Cold cloud free land depict in a pink colour in the Dust RGB images.
The red colour beam reflects the brightness temperature difference (BTD) IR12.0 - IR10.8. The difference depends on the emissivity of the surface but also on the total water content of the troposphere. Accordingly, the BTD can vary from negative values to positive values (see recipe on the left side). The BT of channel IR12.0 is lower in regions with high humidity and the BTD more negative. The red colour contribution is stronger in case of a dry atmosphere and smaller when the atmosphere is more humid.
As the emissivity of vegetated ground is a little lower at 8.7 micrometer than at 10.8 micrometer, their BTD is small but positive. As for the green component a strong gamma correction (with 2.5 gamma) is applied, the green signal becomes medium.
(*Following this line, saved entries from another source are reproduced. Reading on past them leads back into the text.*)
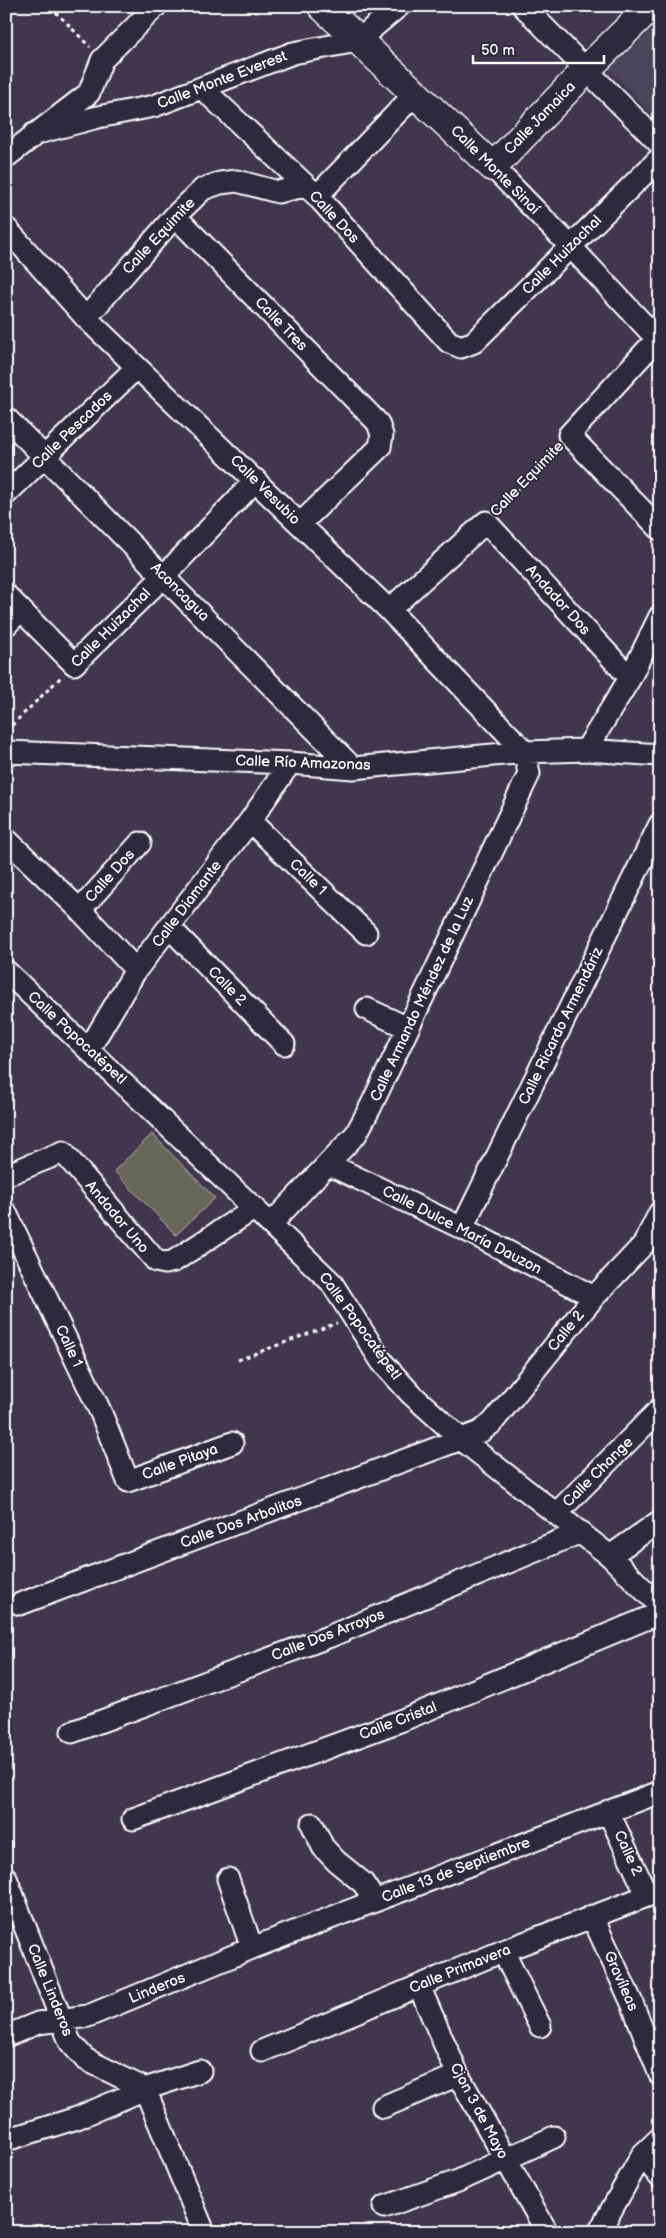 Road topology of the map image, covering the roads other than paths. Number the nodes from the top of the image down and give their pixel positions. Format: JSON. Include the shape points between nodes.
{"nodes":[{"id":1,"x":156,"y":6,"type":"edge"},
{"id":2,"x":322,"y":6,"type":"edge"},
{"id":3,"x":399,"y":6,"type":"edge"},
{"id":4,"x":523,"y":6,"type":"edge"},
{"id":5,"x":651,"y":6,"type":"edge"},
{"id":6,"x":357,"y":41,"type":"junction"},
{"id":7,"x":585,"y":71,"type":"junction"},
{"id":8,"x":203,"y":89,"type":"junction"},
{"id":9,"x":89,"y":93,"type":"junction"},
{"id":10,"x":416,"y":93,"type":"junction"},
{"id":11,"x":98,"y":117,"type":"junction"},
{"id":12,"x":34,"y":134,"type":"junction"},
{"id":13,"x":660,"y":144,"type":"edge"},
{"id":14,"x":6,"y":157,"type":"edge"},
{"id":15,"x":660,"y":158,"type":"edge"},
{"id":16,"x":493,"y":167,"type":"junction"},
{"id":17,"x":311,"y":191,"type":"junction"},
{"id":18,"x":176,"y":216,"type":"junction"},
{"id":19,"x":6,"y":228,"type":"edge"},
{"id":20,"x":571,"y":247,"type":"junction"},
{"id":21,"x":86,"y":318,"type":"junction"},
{"id":22,"x":658,"y":341,"type":"edge"},
{"id":23,"x":461,"y":347,"type":"joint"},
{"id":24,"x":137,"y":367,"type":"junction"},
{"id":25,"x":6,"y":418,"type":"edge"},
{"id":26,"x":44,"y":457,"type":"junction"},
{"id":27,"x":256,"y":480,"type":"junction"},
{"id":28,"x":6,"y":494,"type":"edge"},
{"id":29,"x":486,"y":522,"type":"joint"},
{"id":30,"x":300,"y":524,"type":"junction"},
{"id":31,"x":660,"y":530,"type":"edge"},
{"id":32,"x":164,"y":576,"type":"junction"},
{"id":33,"x":6,"y":595,"type":"edge"},
{"id":34,"x":21,"y":610,"type":"junction"},
{"id":35,"x":388,"y":610,"type":"junction"},
{"id":36,"x":658,"y":622,"type":"edge"},
{"id":37,"x":6,"y":626,"type":"edge"},
{"id":38,"x":630,"y":678,"type":"junction"},
{"id":39,"x":586,"y":750,"type":"junction"},
{"id":40,"x":6,"y":752,"type":"edge"},
{"id":41,"x":525,"y":752,"type":"junction"},
{"id":42,"x":660,"y":755,"type":"edge"},
{"id":43,"x":290,"y":763,"type":"junction"},
{"id":44,"x":353,"y":768,"type":"junction"},
{"id":45,"x":250,"y":821,"type":"junction"},
{"id":46,"x":660,"y":824,"type":"edge"},
{"id":47,"x":6,"y":839,"type":"edge"},
{"id":48,"x":140,"y":843,"type":"dead end"},
{"id":49,"x":80,"y":910,"type":"junction"},
{"id":50,"x":170,"y":928,"type":"junction"},
{"id":51,"x":366,"y":933,"type":"dead end"},
{"id":52,"x":136,"y":970,"type":"junction"},
{"id":53,"x":6,"y":971,"type":"edge"},
{"id":54,"x":367,"y":1008,"type":"dead end"},
{"id":55,"x":408,"y":1028,"type":"junction"},
{"id":56,"x":284,"y":1044,"type":"dead end"},
{"id":57,"x":89,"y":1049,"type":"junction"},
{"id":58,"x":328,"y":1164,"type":"junction"},
{"id":59,"x":11,"y":1167,"type":"edge"},
{"id":60,"x":255,"y":1208,"type":"junction"},
{"id":61,"x":660,"y":1212,"type":"edge"},
{"id":62,"x":6,"y":1213,"type":"edge"},
{"id":63,"x":272,"y":1223,"type":"junction"},
{"id":64,"x":462,"y":1228,"type":"junction"},
{"id":65,"x":594,"y":1297,"type":"junction"},
{"id":66,"x":660,"y":1409,"type":"edge"},
{"id":67,"x":462,"y":1440,"type":"junction"},
{"id":68,"x":232,"y":1443,"type":"dead end"},
{"id":69,"x":128,"y":1480,"type":"joint"},
{"id":70,"x":557,"y":1513,"type":"junction"},
{"id":71,"x":660,"y":1521,"type":"edge"},
{"id":72,"x":581,"y":1532,"type":"junction"},
{"id":73,"x":610,"y":1556,"type":"junction"},
{"id":74,"x":20,"y":1604,"type":"dead end"},
{"id":75,"x":660,"y":1606,"type":"edge"},
{"id":76,"x":660,"y":1613,"type":"edge"},
{"id":77,"x":72,"y":1732,"type":"dead end"},
{"id":78,"x":660,"y":1792,"type":"edge"},
{"id":79,"x":608,"y":1811,"type":"junction"},
{"id":80,"x":133,"y":1819,"type":"dead end"},
{"id":81,"x":312,"y":1824,"type":"dead end"},
{"id":82,"x":6,"y":1878,"type":"edge"},
{"id":83,"x":228,"y":1878,"type":"dead end"},
{"id":84,"x":654,"y":1893,"type":"edge"},
{"id":85,"x":375,"y":1901,"type":"junction"},
{"id":86,"x":592,"y":1916,"type":"junction"},
{"id":87,"x":252,"y":1948,"type":"junction"},
{"id":88,"x":504,"y":1951,"type":"junction"},
{"id":89,"x":419,"y":1986,"type":"junction"},
{"id":90,"x":60,"y":2020,"type":"junction"},
{"id":91,"x":540,"y":2026,"type":"dead end"},
{"id":92,"x":6,"y":2036,"type":"edge"},
{"id":93,"x":262,"y":2051,"type":"dead end"},
{"id":94,"x":200,"y":2071,"type":"dead end"},
{"id":95,"x":458,"y":2075,"type":"junction"},
{"id":96,"x":660,"y":2075,"type":"edge"},
{"id":97,"x":145,"y":2089,"type":"junction"},
{"id":98,"x":383,"y":2107,"type":"dead end"},
{"id":99,"x":554,"y":2137,"type":"dead end"},
{"id":100,"x":660,"y":2138,"type":"edge"},
{"id":101,"x":6,"y":2140,"type":"edge"},
{"id":102,"x":642,"y":2155,"type":"junction"},
{"id":103,"x":505,"y":2160,"type":"junction"},
{"id":104,"x":660,"y":2177,"type":"edge"},
{"id":105,"x":384,"y":2207,"type":"dead end"},
{"id":106,"x":204,"y":2232,"type":"edge"},
{"id":107,"x":547,"y":2232,"type":"edge"},
{"id":108,"x":598,"y":2232,"type":"edge"}],
"edges":[{"from":1,"to":9,"type":"street","via":[[102,60]]},
{"from":2,"to":6,"type":"main road","name":"Calle Monte Sinaí"},
{"from":3,"to":6,"type":"street","name":"Calle Monte Everest"},
{"from":4,"to":7,"type":"street"},
{"from":5,"to":7,"type":"main road","name":"Calle Jamaica"},
{"from":6,"to":8,"type":"street","name":"Calle Monte Everest","via":[[293,53]]},
{"from":6,"to":10,"type":"main road","name":"Calle Monte Sinaí"},
{"from":7,"to":13,"type":"street"},
{"from":7,"to":16,"type":"main road","name":"Calle Jamaica"},
{"from":8,"to":11,"type":"street","name":"Calle Monte Everest","via":[[154,106]]},
{"from":8,"to":17,"type":"street","name":"Calle Dos"},
{"from":9,"to":11,"type":"street"},
{"from":9,"to":12,"type":"street"},
{"from":10,"to":16,"type":"main road","name":"Calle Monte Sinaí"},
{"from":10,"to":17,"type":"street"},
{"from":11,"to":12,"type":"street","name":"Calle Monte Everest"},
{"from":12,"to":14,"type":"street"},
{"from":15,"to":20,"type":"street","name":"Calle Huizachal"},
{"from":16,"to":20,"type":"street","name":"Calle Monte Sinaí"},
{"from":17,"to":18,"type":"street","name":"Calle Equimite","via":[[278,192],[237,182],[220,183],[203,189]]},
{"from":17,"to":23,"type":"street","name":"Calle Dos","via":[[449,342]]},
{"from":18,"to":21,"type":"street","name":"Calle Equimite"},
{"from":18,"to":30,"type":"street","name":"Calle Tres","via":[[378,423],[382,435],[380,447]]},
{"from":19,"to":21,"type":"street","name":"Calle Vesubio"},
{"from":20,"to":22,"type":"street","name":"Calle Monte Sinaí"},
{"from":20,"to":23,"type":"street","name":"Calle Huizachal","via":[[474,342]]},
{"from":21,"to":24,"type":"street","name":"Calle Vesubio"},
{"from":22,"to":31,"type":"street","name":"Calle Equimite","via":[[569,435]]},
{"from":24,"to":26,"type":"street","name":"Calle Pescados"},
{"from":24,"to":27,"type":"street","name":"Calle Vesubio"},
{"from":25,"to":26,"type":"street","name":"Aconcagua"},
{"from":26,"to":28,"type":"street","name":"Calle Pescados"},
{"from":26,"to":32,"type":"street","name":"Aconcagua"},
{"from":27,"to":30,"type":"street","name":"Calle Vesubio"},
{"from":27,"to":32,"type":"street","name":"Calle Huizachal"},
{"from":29,"to":35,"type":"street","name":"Calle Equimite"},
{"from":29,"to":38,"type":"street","name":"Andador Dos"},
{"from":30,"to":35,"type":"street","name":"Calle Vesubio"},
{"from":32,"to":34,"type":"street","name":"Calle Huizachal","via":[[74,664]]},
{"from":32,"to":44,"type":"street","name":"Aconcagua"},
{"from":33,"to":34,"type":"street"},
{"from":34,"to":37,"type":"street"},
{"from":35,"to":41,"type":"street","name":"Calle Vesubio"},
{"from":36,"to":38,"type":"street"},
{"from":38,"to":39,"type":"street"},
{"from":39,"to":41,"type":"street","name":"Calle Río Amazonas"},
{"from":39,"to":42,"type":"street","name":"Calle Río Amazonas"},
{"from":40,"to":43,"type":"street","name":"Calle Río Amazonas"},
{"from":41,"to":44,"type":"street","name":"Calle Río Amazonas"},
{"from":41,"to":55,"type":"street","name":"Calle Armando Méndez de la Luz","via":[[529,774]]},
{"from":43,"to":44,"type":"street","name":"Calle Río Amazonas"},
{"from":43,"to":45,"type":"street","name":"Calle Diamante"},
{"from":45,"to":50,"type":"street","name":"Calle Diamante"},
{"from":45,"to":51,"type":"street","name":"Calle 1"},
{"from":46,"to":64,"type":"street","name":"Calle Ricardo Armendáriz"},
{"from":47,"to":49,"type":"street"},
{"from":48,"to":49,"type":"street","name":"Calle Dos"},
{"from":49,"to":52,"type":"street"},
{"from":50,"to":52,"type":"street","name":"Calle Diamante"},
{"from":50,"to":56,"type":"street","name":"Calle 2"},
{"from":52,"to":57,"type":"street","name":"Calle Diamante"},
{"from":53,"to":57,"type":"street","name":"Calle Popocatépetl"},
{"from":54,"to":55,"type":"street"},
{"from":55,"to":58,"type":"street","name":"Calle Armando Méndez de la Luz","via":[[356,1134]]},
{"from":57,"to":60,"type":"street","name":"Calle Popocatépetl"},
{"from":58,"to":63,"type":"street","name":"Calle Armando Méndez de la Luz"},
{"from":58,"to":64,"type":"street","name":"Calle Dulce María Dauzon"},
{"from":59,"to":60,"type":"street","name":"Andador Uno","via":[[63,1152],[156,1262],[165,1264]]},
{"from":60,"to":63,"type":"street","name":"Calle Popocatépetl"},
{"from":61,"to":65,"type":"street","name":"Calle 2","via":[[644,1244]]},
{"from":62,"to":69,"type":"street","name":"Calle 1","via":[[101,1413]]},
{"from":63,"to":67,"type":"street","name":"Calle Popocatépetl","via":[[331,1282],[382,1362],[411,1394]]},
{"from":64,"to":65,"type":"street","name":"Calle Dulce María Dauzon"},
{"from":65,"to":67,"type":"street","name":"Calle 2","via":[[492,1423]]},
{"from":66,"to":70,"type":"street","name":"Calle Change"},
{"from":67,"to":70,"type":"street","name":"Calle Popocatépetl"},
{"from":67,"to":74,"type":"street","name":"Calle Dos Arbolitos"},
{"from":68,"to":69,"type":"street","name":"Calle Pitaya"},
{"from":70,"to":72,"type":"street","name":"Calle Popocatépetl"},
{"from":71,"to":73,"type":"street"},
{"from":72,"to":73,"type":"street","name":"Calle Popocatépetl"},
{"from":72,"to":77,"type":"street","name":"Calle Dos Arroyos","via":[[328,1636]]},
{"from":73,"to":75,"type":"street","name":"Calle Popocatépetl"},
{"from":76,"to":80,"type":"street","name":"Calle Cristal","via":[[400,1721]]},
{"from":78,"to":79,"type":"street","name":"Calle 13 de Septiembre"},
{"from":79,"to":84,"type":"street","name":"Calle 2"},
{"from":79,"to":85,"type":"street","name":"Calle 13 de Septiembre"},
{"from":81,"to":85,"type":"street","via":[[323,1847],[363,1883]]},
{"from":82,"to":90,"type":"street","name":"Calle Linderos"},
{"from":83,"to":87,"type":"street"},
{"from":84,"to":86,"type":"street","name":"Calle Primavera"},
{"from":85,"to":87,"type":"street","name":"Calle 13 de Septiembre"},
{"from":86,"to":88,"type":"street","name":"Calle Primavera"},
{"from":86,"to":96,"type":"street","name":"Gravíleas","via":[[632,2003]]},
{"from":87,"to":90,"type":"street","name":"Linderos","via":[[88,2016]]},
{"from":88,"to":89,"type":"street","name":"Calle Primavera"},
{"from":88,"to":91,"type":"street"},
{"from":89,"to":93,"type":"street","name":"Calle Primavera"},
{"from":89,"to":95,"type":"street","name":"Cjon 3 de Mayo"},
{"from":90,"to":92,"type":"street","name":"Linderos","via":[[38,2023]]},
{"from":90,"to":97,"type":"street","name":"Calle Linderos","via":[[70,2042],[85,2059]]},
{"from":94,"to":97,"type":"street"},
{"from":95,"to":98,"type":"street"},
{"from":95,"to":103,"type":"street","name":"Cjon 3 de Mayo"},
{"from":97,"to":101,"type":"street","via":[[78,2118]]},
{"from":97,"to":106,"type":"street"},
{"from":99,"to":103,"type":"street"},
{"from":100,"to":102,"type":"street"},
{"from":102,"to":104,"type":"street"},
{"from":102,"to":108,"type":"street"},
{"from":103,"to":105,"type":"street","via":[[458,2182]]},
{"from":103,"to":107,"type":"street","name":"Cjon 3 de Mayo"}]}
The colder the surface, the weaker the blue colour contribution. On cold winter days and on cold summer nights the blue colour contribution is small.
The Dust RGB image below shows a cold summer night over cloud free Ukraine and Russia. Warm rivers and lakes (but also the sea) depict in blue.
Dust RGB from 26 August 2015, 00:00 UTC
Same date as for the DUST RGB image above, but the Central European region. The Alpine region and the Massif Central depict in a stronger red, while the Po valley shows in a blueish colour. The total water content of the atmosphere over the Alps is smaller than over the Po valley.
Dust RGB from 26 August 2015, 00:00 UTC
Explanation of the pink colour of cold, cloud free land in the Dust RGB (see the recipe):
In case of cold, cloud free (vegetated) land, the red (IR12.0 - IR10.8) colour beam contributes most (with a little bit of green), while the blue contribution is small. The resulting colour is pink.